**Task:**
The records below need to be repeated exactly, though not their pictures.

Saved entries:
--- START ---
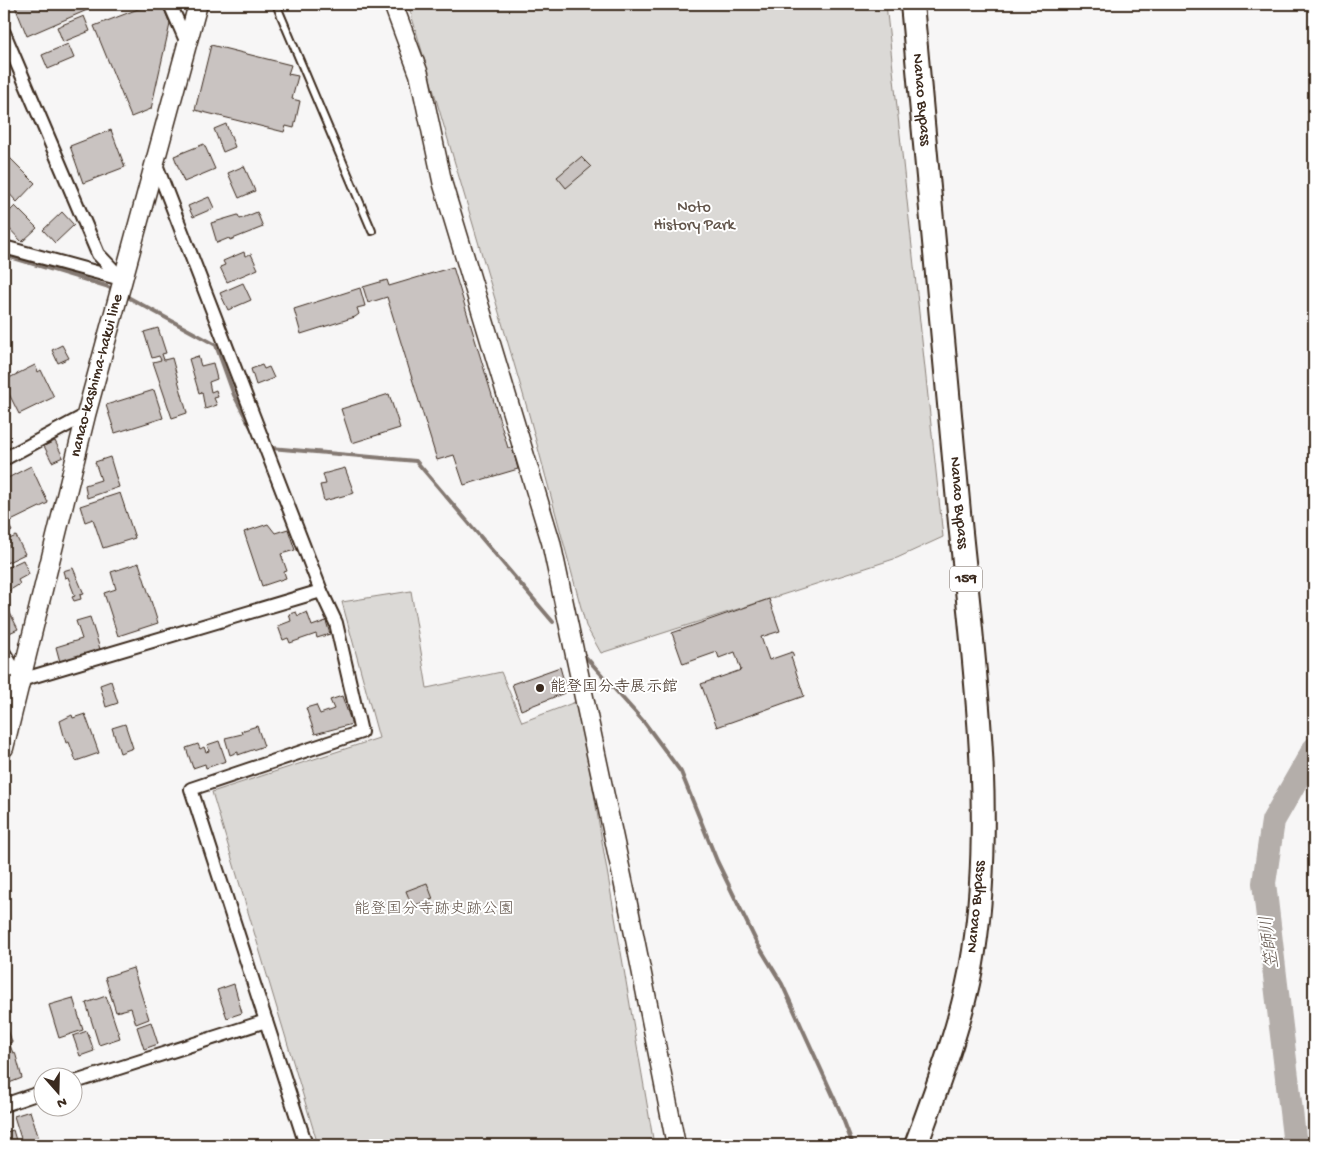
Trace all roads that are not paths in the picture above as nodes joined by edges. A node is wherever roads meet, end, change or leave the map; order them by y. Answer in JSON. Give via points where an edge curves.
{"nodes":[{"id":1,"x":170,"y":4,"type":"edge"},
{"id":2,"x":198,"y":4,"type":"edge"},
{"id":3,"x":276,"y":4,"type":"edge"},
{"id":4,"x":392,"y":4,"type":"edge"},
{"id":5,"x":912,"y":4,"type":"edge"},
{"id":6,"x":4,"y":33,"type":"edge"},
{"id":7,"x":187,"y":43,"type":"junction"},
{"id":8,"x":4,"y":51,"type":"edge"},
{"id":9,"x":15,"y":62,"type":"junction"},
{"id":10,"x":155,"y":162,"type":"junction"},
{"id":11,"x":372,"y":232,"type":"dead end"},
{"id":12,"x":4,"y":247,"type":"edge"},
{"id":13,"x":121,"y":289,"type":"junction"},
{"id":14,"x":86,"y":415,"type":"junction"},
{"id":15,"x":4,"y":459,"type":"edge"},
{"id":16,"x":321,"y":590,"type":"junction"},
{"id":17,"x":4,"y":653,"type":"edge"},
{"id":18,"x":21,"y":680,"type":"junction"},
{"id":19,"x":4,"y":688,"type":"edge"},
{"id":20,"x":4,"y":748,"type":"edge"},
{"id":21,"x":266,"y":1021,"type":"junction"},
{"id":22,"x":82,"y":1080,"type":"edge"},
{"id":23,"x":32,"y":1095,"type":"edge"},
{"id":24,"x":4,"y":1105,"type":"edge"},
{"id":25,"x":306,"y":1145,"type":"edge"},
{"id":26,"x":676,"y":1145,"type":"edge"},
{"id":27,"x":916,"y":1145,"type":"edge"}],
"edges":[{"from":1,"to":7,"type":"street"},
{"from":2,"to":7,"type":"street","name":"nanao-kashima-hakui line"},
{"from":3,"to":11,"type":"lane"},
{"from":4,"to":26,"type":"street","via":[[419,74],[442,185],[551,542],[630,909]]},
{"from":5,"to":27,"type":"highway","name":"Nanao Bypass","number":"159","via":[[971,631],[983,800],[981,882],[970,973],[941,1074]]},
{"from":6,"to":9,"type":"street"},
{"from":7,"to":10,"type":"street","name":"nanao-kashima-hakui line"},
{"from":8,"to":9,"type":"street"},
{"from":9,"to":13,"type":"street","via":[[98,254]]},
{"from":10,"to":13,"type":"street","name":"nanao-kashima-hakui line"},
{"from":10,"to":16,"type":"street"},
{"from":12,"to":13,"type":"street"},
{"from":13,"to":14,"type":"street","name":"nanao-kashima-hakui line"},
{"from":14,"to":15,"type":"street"},
{"from":14,"to":18,"type":"street","name":"nanao-kashima-hakui line"},
{"from":16,"to":18,"type":"street"},
{"from":16,"to":21,"type":"street","via":[[336,623],[362,732],[191,789]]},
{"from":17,"to":18,"type":"street"},
{"from":18,"to":19,"type":"street"},
{"from":18,"to":20,"type":"street","name":"nanao-kashima-hakui line"},
{"from":21,"to":22,"type":"street"},
{"from":21,"to":25,"type":"street"},
{"from":23,"to":24,"type":"street"}]}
--- END ---
**Completed exercise:**
Trace all roads that are not paths in the picture above as nodes joined by edges. A node is wherever roads meet, end, change or leave the map; order them by y. Answer in JSON. Give via points where an edge curves.
{"nodes":[{"id":1,"x":170,"y":4,"type":"edge"},
{"id":2,"x":198,"y":4,"type":"edge"},
{"id":3,"x":276,"y":4,"type":"edge"},
{"id":4,"x":392,"y":4,"type":"edge"},
{"id":5,"x":912,"y":4,"type":"edge"},
{"id":6,"x":4,"y":33,"type":"edge"},
{"id":7,"x":187,"y":43,"type":"junction"},
{"id":8,"x":4,"y":51,"type":"edge"},
{"id":9,"x":15,"y":62,"type":"junction"},
{"id":10,"x":155,"y":162,"type":"junction"},
{"id":11,"x":372,"y":232,"type":"dead end"},
{"id":12,"x":4,"y":247,"type":"edge"},
{"id":13,"x":121,"y":289,"type":"junction"},
{"id":14,"x":86,"y":415,"type":"junction"},
{"id":15,"x":4,"y":459,"type":"edge"},
{"id":16,"x":321,"y":590,"type":"junction"},
{"id":17,"x":4,"y":653,"type":"edge"},
{"id":18,"x":21,"y":680,"type":"junction"},
{"id":19,"x":4,"y":688,"type":"edge"},
{"id":20,"x":4,"y":748,"type":"edge"},
{"id":21,"x":266,"y":1021,"type":"junction"},
{"id":22,"x":82,"y":1080,"type":"edge"},
{"id":23,"x":32,"y":1095,"type":"edge"},
{"id":24,"x":4,"y":1105,"type":"edge"},
{"id":25,"x":306,"y":1145,"type":"edge"},
{"id":26,"x":676,"y":1145,"type":"edge"},
{"id":27,"x":916,"y":1145,"type":"edge"}],
"edges":[{"from":1,"to":7,"type":"street"},
{"from":2,"to":7,"type":"street","name":"nanao-kashima-hakui line"},
{"from":3,"to":11,"type":"lane"},
{"from":4,"to":26,"type":"street","via":[[419,74],[442,185],[551,542],[630,909]]},
{"from":5,"to":27,"type":"highway","name":"Nanao Bypass","number":"159","via":[[971,631],[983,800],[981,882],[970,973],[941,1074]]},
{"from":6,"to":9,"type":"street"},
{"from":7,"to":10,"type":"street","name":"nanao-kashima-hakui line"},
{"from":8,"to":9,"type":"street"},
{"from":9,"to":13,"type":"street","via":[[98,254]]},
{"from":10,"to":13,"type":"street","name":"nanao-kashima-hakui line"},
{"from":10,"to":16,"type":"street"},
{"from":12,"to":13,"type":"street"},
{"from":13,"to":14,"type":"street","name":"nanao-kashima-hakui line"},
{"from":14,"to":15,"type":"street"},
{"from":14,"to":18,"type":"street","name":"nanao-kashima-hakui line"},
{"from":16,"to":18,"type":"street"},
{"from":16,"to":21,"type":"street","via":[[336,623],[362,732],[191,789]]},
{"from":17,"to":18,"type":"street"},
{"from":18,"to":19,"type":"street"},
{"from":18,"to":20,"type":"street","name":"nanao-kashima-hakui line"},
{"from":21,"to":22,"type":"street"},
{"from":21,"to":25,"type":"street"},
{"from":23,"to":24,"type":"street"}]}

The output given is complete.